**TASK**
Extract, from the listing that follows, each line containing the word "numbered".

**RECORDS SHOWN**
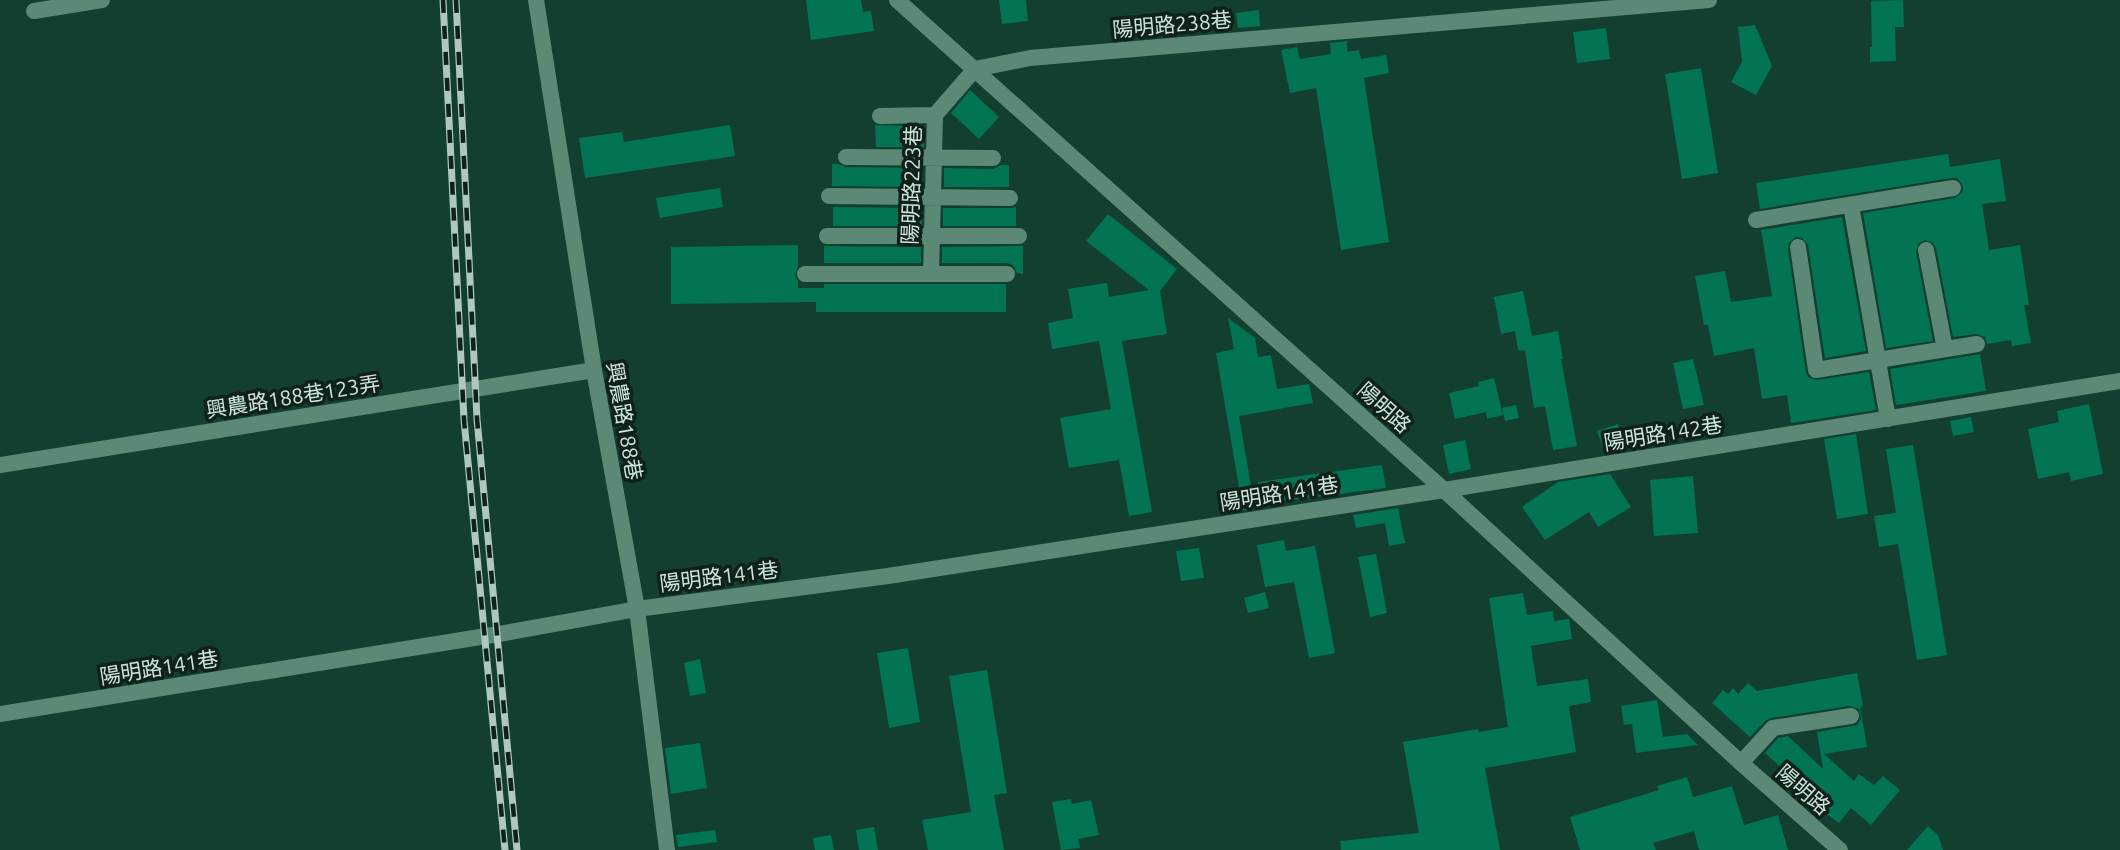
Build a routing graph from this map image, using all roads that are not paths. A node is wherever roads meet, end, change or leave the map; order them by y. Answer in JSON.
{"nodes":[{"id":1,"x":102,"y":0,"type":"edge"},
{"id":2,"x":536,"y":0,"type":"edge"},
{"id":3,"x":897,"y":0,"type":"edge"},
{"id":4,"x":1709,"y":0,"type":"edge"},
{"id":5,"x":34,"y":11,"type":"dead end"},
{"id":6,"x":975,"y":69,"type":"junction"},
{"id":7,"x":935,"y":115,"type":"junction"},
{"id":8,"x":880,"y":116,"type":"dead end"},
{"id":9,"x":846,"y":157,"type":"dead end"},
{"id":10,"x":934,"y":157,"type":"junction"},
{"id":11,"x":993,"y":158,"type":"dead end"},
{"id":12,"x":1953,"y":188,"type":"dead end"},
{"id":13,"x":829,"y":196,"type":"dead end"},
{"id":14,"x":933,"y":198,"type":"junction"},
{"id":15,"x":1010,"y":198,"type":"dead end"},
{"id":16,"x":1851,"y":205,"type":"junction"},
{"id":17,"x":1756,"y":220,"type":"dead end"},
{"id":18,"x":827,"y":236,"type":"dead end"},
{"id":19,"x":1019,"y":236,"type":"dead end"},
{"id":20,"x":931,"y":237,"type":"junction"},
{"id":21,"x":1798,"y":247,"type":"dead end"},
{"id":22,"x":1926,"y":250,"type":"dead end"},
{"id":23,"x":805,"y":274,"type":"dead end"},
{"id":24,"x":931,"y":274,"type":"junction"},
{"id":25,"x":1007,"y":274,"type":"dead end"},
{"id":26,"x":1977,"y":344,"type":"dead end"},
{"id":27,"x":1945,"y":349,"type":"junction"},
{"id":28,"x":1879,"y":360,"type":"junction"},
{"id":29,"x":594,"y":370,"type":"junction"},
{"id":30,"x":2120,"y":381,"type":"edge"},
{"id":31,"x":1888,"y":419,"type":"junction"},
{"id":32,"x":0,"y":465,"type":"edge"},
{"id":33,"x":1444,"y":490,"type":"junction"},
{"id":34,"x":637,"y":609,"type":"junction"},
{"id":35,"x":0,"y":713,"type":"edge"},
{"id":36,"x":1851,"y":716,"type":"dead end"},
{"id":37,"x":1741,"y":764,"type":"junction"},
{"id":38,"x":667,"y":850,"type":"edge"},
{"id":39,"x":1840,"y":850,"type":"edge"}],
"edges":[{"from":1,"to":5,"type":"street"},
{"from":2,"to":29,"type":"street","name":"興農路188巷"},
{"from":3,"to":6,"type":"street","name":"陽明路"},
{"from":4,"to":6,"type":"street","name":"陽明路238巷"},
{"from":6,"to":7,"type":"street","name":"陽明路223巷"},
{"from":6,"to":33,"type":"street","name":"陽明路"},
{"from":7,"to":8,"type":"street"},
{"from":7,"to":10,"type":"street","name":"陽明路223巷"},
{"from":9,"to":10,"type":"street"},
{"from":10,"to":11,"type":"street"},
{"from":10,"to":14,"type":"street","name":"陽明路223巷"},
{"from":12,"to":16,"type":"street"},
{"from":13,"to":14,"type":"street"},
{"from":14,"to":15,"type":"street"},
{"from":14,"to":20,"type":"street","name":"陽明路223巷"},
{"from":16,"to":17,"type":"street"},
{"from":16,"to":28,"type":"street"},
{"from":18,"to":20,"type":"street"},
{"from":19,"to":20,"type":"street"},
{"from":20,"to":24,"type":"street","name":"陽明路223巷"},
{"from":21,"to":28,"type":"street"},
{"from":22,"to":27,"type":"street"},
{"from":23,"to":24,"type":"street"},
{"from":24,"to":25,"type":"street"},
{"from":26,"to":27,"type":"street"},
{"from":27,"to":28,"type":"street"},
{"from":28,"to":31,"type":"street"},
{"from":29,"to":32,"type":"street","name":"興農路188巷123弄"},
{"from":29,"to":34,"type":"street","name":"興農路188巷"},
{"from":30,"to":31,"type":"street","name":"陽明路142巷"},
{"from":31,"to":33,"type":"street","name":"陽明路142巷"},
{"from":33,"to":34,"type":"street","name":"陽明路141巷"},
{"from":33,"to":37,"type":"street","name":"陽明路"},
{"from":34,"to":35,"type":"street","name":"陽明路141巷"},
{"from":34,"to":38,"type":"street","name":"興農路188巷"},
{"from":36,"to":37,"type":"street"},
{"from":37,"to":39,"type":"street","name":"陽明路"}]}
---
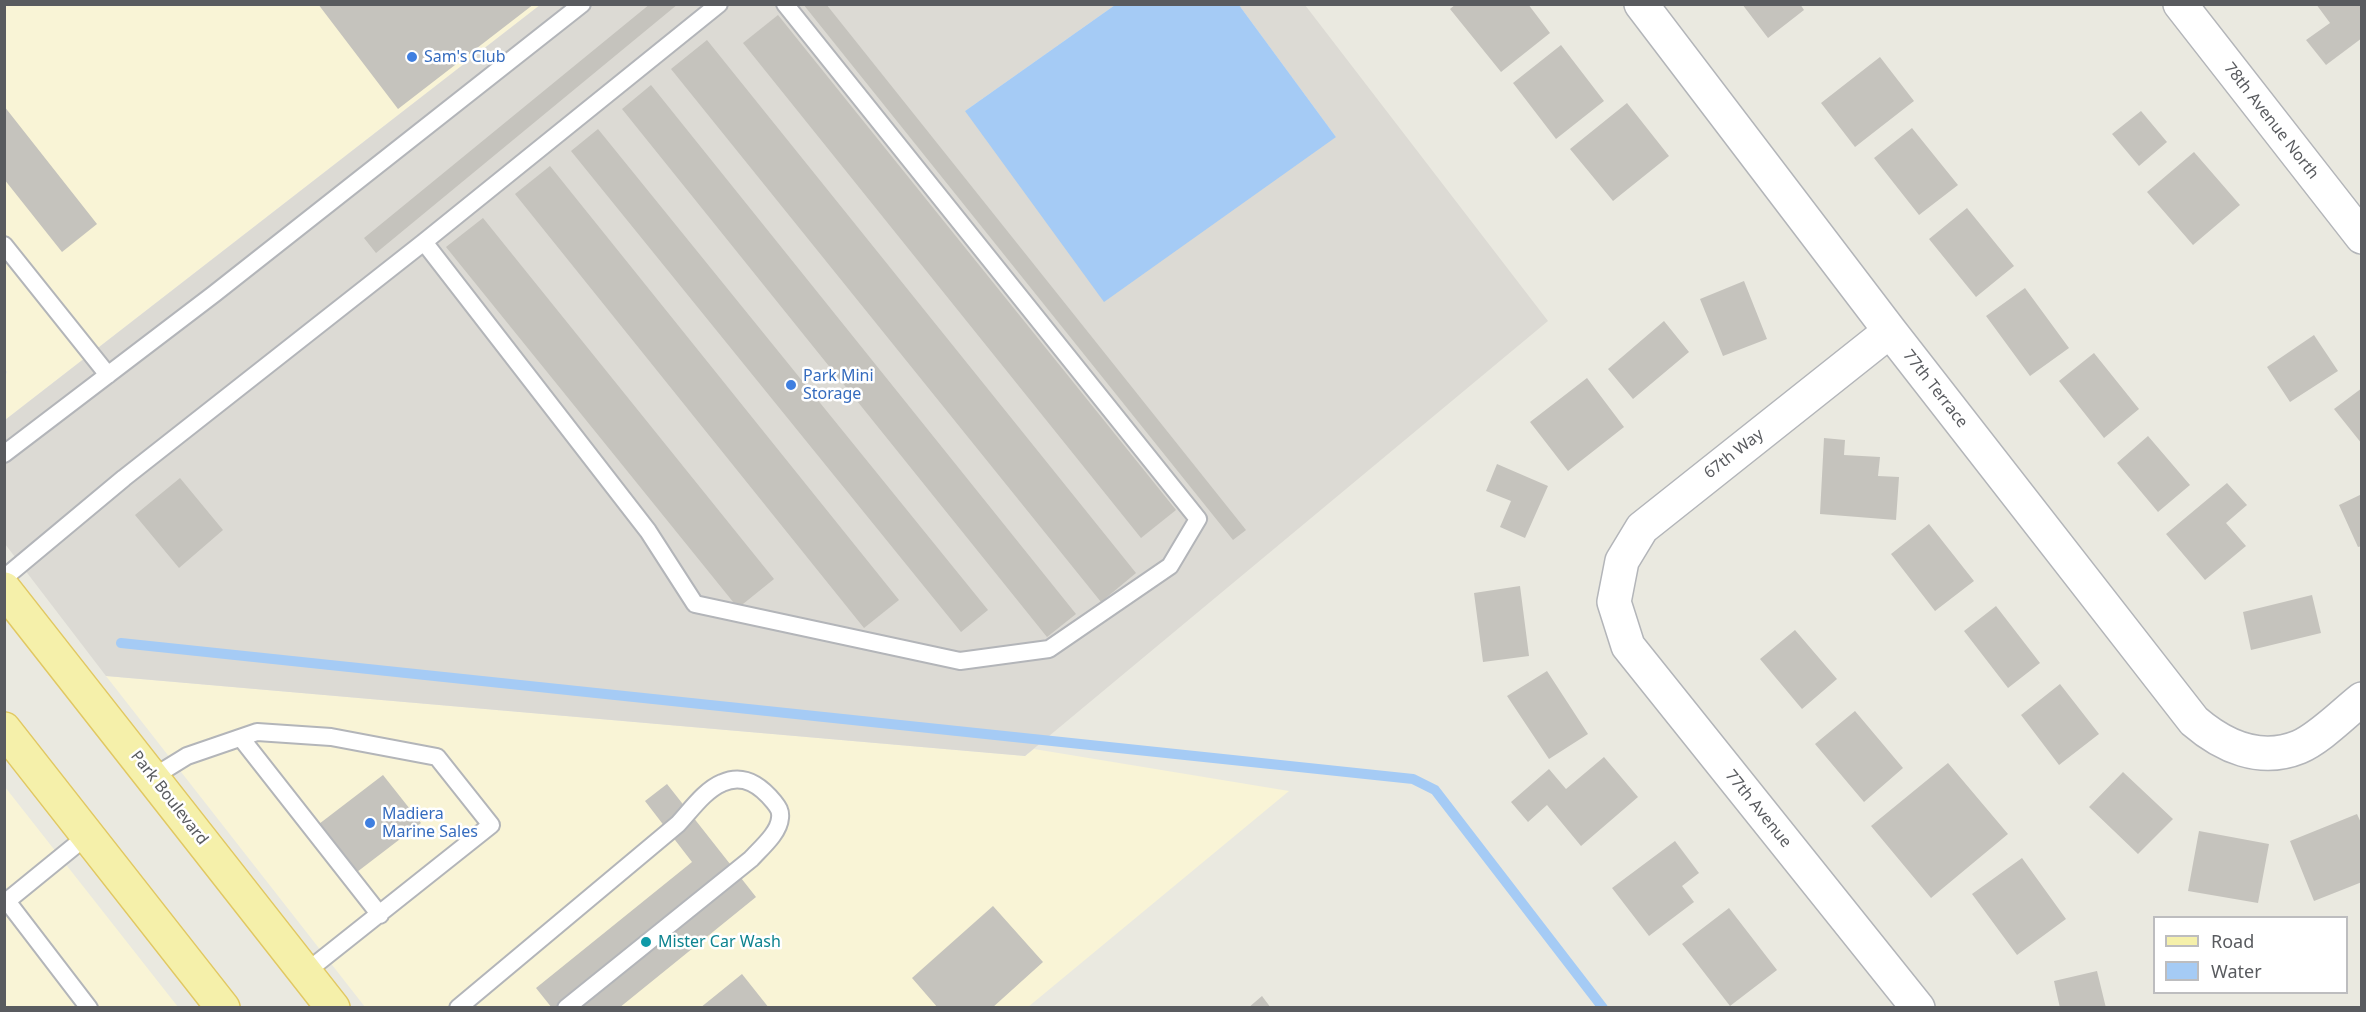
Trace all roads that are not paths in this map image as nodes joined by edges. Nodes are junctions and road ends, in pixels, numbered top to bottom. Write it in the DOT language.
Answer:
* * *
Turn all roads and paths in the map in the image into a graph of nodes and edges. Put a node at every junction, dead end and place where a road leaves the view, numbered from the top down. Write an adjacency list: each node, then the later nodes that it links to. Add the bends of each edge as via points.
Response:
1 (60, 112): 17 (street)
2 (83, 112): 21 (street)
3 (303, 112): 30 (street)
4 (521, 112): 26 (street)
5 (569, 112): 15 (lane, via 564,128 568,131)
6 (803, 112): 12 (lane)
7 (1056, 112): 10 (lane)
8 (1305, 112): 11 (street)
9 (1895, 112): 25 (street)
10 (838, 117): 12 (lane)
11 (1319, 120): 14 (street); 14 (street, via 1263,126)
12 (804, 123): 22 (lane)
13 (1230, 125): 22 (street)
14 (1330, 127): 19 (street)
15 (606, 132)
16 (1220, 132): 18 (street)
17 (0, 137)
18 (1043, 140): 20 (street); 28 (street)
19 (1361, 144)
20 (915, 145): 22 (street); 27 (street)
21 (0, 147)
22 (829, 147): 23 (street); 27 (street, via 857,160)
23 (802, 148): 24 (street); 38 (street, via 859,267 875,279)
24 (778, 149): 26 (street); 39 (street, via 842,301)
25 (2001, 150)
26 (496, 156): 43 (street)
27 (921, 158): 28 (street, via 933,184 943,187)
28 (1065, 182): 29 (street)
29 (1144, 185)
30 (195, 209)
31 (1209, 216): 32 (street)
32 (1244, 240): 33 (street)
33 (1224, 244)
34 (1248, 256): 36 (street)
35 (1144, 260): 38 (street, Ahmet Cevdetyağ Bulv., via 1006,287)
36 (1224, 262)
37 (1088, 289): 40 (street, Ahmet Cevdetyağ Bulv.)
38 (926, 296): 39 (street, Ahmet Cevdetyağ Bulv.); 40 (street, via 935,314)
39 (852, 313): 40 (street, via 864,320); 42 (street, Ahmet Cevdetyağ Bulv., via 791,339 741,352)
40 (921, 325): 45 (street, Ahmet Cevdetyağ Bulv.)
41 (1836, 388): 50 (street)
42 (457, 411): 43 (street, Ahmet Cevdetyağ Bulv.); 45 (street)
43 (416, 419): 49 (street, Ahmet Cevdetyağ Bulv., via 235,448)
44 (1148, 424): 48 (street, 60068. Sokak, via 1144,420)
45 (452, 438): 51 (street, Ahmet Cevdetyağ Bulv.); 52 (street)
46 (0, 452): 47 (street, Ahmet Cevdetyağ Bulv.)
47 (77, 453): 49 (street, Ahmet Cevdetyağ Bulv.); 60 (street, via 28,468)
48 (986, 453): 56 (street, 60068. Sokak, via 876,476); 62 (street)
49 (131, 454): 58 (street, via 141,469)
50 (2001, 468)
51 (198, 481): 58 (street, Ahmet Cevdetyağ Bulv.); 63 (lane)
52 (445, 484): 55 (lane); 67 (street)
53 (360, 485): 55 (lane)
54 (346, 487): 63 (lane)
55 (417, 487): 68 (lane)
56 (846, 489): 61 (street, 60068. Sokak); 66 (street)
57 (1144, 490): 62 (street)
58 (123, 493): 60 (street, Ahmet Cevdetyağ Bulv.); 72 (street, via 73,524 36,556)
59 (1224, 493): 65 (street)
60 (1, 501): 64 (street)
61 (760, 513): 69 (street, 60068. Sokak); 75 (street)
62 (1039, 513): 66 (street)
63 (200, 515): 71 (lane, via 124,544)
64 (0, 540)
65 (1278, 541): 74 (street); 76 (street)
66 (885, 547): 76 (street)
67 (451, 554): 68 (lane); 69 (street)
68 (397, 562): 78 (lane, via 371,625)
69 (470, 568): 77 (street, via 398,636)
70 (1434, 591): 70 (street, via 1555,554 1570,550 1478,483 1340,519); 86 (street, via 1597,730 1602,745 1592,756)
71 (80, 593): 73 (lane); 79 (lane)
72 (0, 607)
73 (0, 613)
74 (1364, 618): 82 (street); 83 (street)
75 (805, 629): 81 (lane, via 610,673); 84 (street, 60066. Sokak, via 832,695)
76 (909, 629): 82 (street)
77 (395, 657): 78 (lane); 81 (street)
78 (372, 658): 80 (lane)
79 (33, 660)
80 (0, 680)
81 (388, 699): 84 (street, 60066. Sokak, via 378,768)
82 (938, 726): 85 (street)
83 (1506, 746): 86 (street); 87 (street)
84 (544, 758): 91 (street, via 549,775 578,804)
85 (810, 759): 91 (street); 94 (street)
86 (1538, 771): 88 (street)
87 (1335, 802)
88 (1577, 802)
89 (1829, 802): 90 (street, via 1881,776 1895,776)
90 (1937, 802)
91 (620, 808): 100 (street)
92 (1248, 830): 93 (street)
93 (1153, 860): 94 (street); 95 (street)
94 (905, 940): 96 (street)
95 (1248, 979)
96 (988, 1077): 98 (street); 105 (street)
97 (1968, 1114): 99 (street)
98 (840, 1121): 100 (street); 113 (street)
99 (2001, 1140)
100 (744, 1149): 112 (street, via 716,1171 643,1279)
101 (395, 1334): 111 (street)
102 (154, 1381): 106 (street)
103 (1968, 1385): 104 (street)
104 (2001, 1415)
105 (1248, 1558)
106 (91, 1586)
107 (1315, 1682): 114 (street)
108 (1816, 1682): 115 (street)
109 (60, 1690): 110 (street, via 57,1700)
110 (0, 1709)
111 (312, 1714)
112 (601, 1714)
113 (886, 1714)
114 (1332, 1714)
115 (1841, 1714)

**RESPONSE TO THE TASK**
Trace all roads that are not paths in this map image as nodes joined by edges. Nodes are junctions and road ends, in pixels, numbered top to bottom. Write it in the DOT language.
Turn all roads and paths in the map in the image into a graph of nodes and edges. Put a node at every junction, dead end and place where a road leaves the view, numbered from the top down. Write an adjacency list: each node, then the later nodes that it links to. Add the bends of each edge as via points.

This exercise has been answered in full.